Sharding is a technique used to handle frequent writes. While a database can contain large amounts of data, writing to a particular piece of data in the database is limited to x number of writes per second. While one row is being written, nobody else can write to that row at the same time. (Most storage engines on mysql lock the entire table, so sharding across rows won't help in any way. If you want to shard on myisam, you'll need to do it across different tables. An example of row level locking in mysql is InnoDB, which is what is discussed below.)

What type of data should sharding be used for?

Data that is updated very frequently (> x writes per second). For example, a specific player's level and stats should NOT need to be sharded since a player's actions are limited. What could be sharded is a counter for total page views, or total number of battles performed, etc. - data that might be updated by many players at the same moment.

What is sharding?

An example of how you would normally count the total number of page views would be something like this:

mysql_query("UPDATE `game` SET `count`=count+1 WHERE `key`='pageviews' ");

 

With sharding, instead of having the page view count stored in a single row, you split it among many rows. This way you can spread the write load among several rows:

 

$shards = 50;

function update_pageview() {
 //Pick a random shard to write to
 $shard = 'pageview_' . rand(0, $shards - 1);
 $shard_exists = mysql_num_rows(mysql_query("SELECT `count` FROM `pageviews` WHERE `key`='$shard' "));
 if ($shard_exists == 1)
   mysql_query("UPDATE `pageviews` SET `count`=count+1 WHERE `key`='$shard' ");
 else
   mysql_query("INSERT INTO `pageviews` (`key`, `count`) VALUES('$shard', 1) ");
}

function get_pageviews() {
 //Get the total count of every shard in the table
 $result = mysql_fetch_array(mysql_query("SELECT SUM(`count`) AS `count` FROM `pageviews` "));
 return $result['count'];
}

 

The code defines two functions you use for updating the pageview counter, and for getting the total number of page views. Whenever you update the pageview counter, it randomly chooses a shard to update, and writes it to the database. When you get the total number of pageviews, it will calculate the sum of counts in every shard in the table.

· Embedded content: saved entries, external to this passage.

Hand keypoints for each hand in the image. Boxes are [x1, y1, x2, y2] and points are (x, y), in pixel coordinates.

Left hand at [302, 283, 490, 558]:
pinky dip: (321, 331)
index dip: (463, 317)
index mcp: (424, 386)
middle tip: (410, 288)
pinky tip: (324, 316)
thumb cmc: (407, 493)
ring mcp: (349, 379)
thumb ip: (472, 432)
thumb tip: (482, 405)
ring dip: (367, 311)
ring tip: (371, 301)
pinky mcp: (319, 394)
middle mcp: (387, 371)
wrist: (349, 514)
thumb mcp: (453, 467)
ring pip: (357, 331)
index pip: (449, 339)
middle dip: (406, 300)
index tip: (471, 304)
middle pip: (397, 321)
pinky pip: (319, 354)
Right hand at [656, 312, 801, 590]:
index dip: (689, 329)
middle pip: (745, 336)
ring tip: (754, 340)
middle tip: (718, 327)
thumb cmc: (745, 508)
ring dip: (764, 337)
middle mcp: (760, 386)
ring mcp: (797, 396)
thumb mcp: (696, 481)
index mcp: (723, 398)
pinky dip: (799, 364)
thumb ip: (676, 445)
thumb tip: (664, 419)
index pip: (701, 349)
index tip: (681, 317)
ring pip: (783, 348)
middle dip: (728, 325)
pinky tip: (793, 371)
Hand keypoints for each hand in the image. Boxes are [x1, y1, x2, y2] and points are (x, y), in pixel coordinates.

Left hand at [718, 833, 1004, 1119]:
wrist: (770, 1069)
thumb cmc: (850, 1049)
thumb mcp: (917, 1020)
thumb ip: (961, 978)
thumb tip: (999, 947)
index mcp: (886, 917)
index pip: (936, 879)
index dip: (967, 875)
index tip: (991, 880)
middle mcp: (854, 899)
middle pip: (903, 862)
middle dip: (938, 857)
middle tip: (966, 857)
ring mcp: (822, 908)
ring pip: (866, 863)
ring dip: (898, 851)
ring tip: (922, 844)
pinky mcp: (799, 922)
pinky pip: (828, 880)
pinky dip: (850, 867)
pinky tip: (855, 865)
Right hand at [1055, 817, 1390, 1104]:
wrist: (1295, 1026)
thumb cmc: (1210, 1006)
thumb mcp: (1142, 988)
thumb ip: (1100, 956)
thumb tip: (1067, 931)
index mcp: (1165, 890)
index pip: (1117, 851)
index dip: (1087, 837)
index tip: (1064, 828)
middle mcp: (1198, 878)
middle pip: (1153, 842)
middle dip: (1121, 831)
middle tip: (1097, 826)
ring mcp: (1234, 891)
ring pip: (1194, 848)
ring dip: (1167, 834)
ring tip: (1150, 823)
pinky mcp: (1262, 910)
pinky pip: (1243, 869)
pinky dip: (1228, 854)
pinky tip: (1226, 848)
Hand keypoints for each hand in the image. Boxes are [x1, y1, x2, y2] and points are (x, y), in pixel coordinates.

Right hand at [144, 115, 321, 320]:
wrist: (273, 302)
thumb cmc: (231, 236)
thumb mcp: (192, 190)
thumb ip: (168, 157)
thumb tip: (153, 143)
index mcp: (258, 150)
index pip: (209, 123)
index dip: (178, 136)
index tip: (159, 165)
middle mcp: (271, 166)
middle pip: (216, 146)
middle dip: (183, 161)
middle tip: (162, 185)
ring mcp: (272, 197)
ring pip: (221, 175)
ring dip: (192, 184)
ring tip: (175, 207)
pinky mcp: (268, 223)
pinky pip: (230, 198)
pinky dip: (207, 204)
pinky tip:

This way you spread the write load among your different shards, letting you handle far more writes to a particular piece of data. Like I said above, you will need to spread the load between different tables instead of rows if you are using table level locking, but I'm not sure how effective it is as you can't select the sum of data in different tables. Again, I only chose mysql because most people here are familiar with it, but it doesn't work so well as an example (table level locking is pretty fast). If you are using a different database that will benefit hugely from sharding, then you can apply the idea in whatever language and database.

 

Memcached - heavy reading

Memcached is an api to store data directly on your server's memory, available in many programming languages (http://code.google.com/p/memcached/wiki/Clients). Getting data from memory is much, much faster than fetching data from a database. Ideally you could store lots of game data in memory, however the data you store in memory is

a) temporary, not persistent - if your server restarts, all data is lost

b) not always available - if memory is needed for other applications on your server, data can be overwritten and lost, so your game must never depend on that data to be available. Having a backup source for the data is important (most often it's your database).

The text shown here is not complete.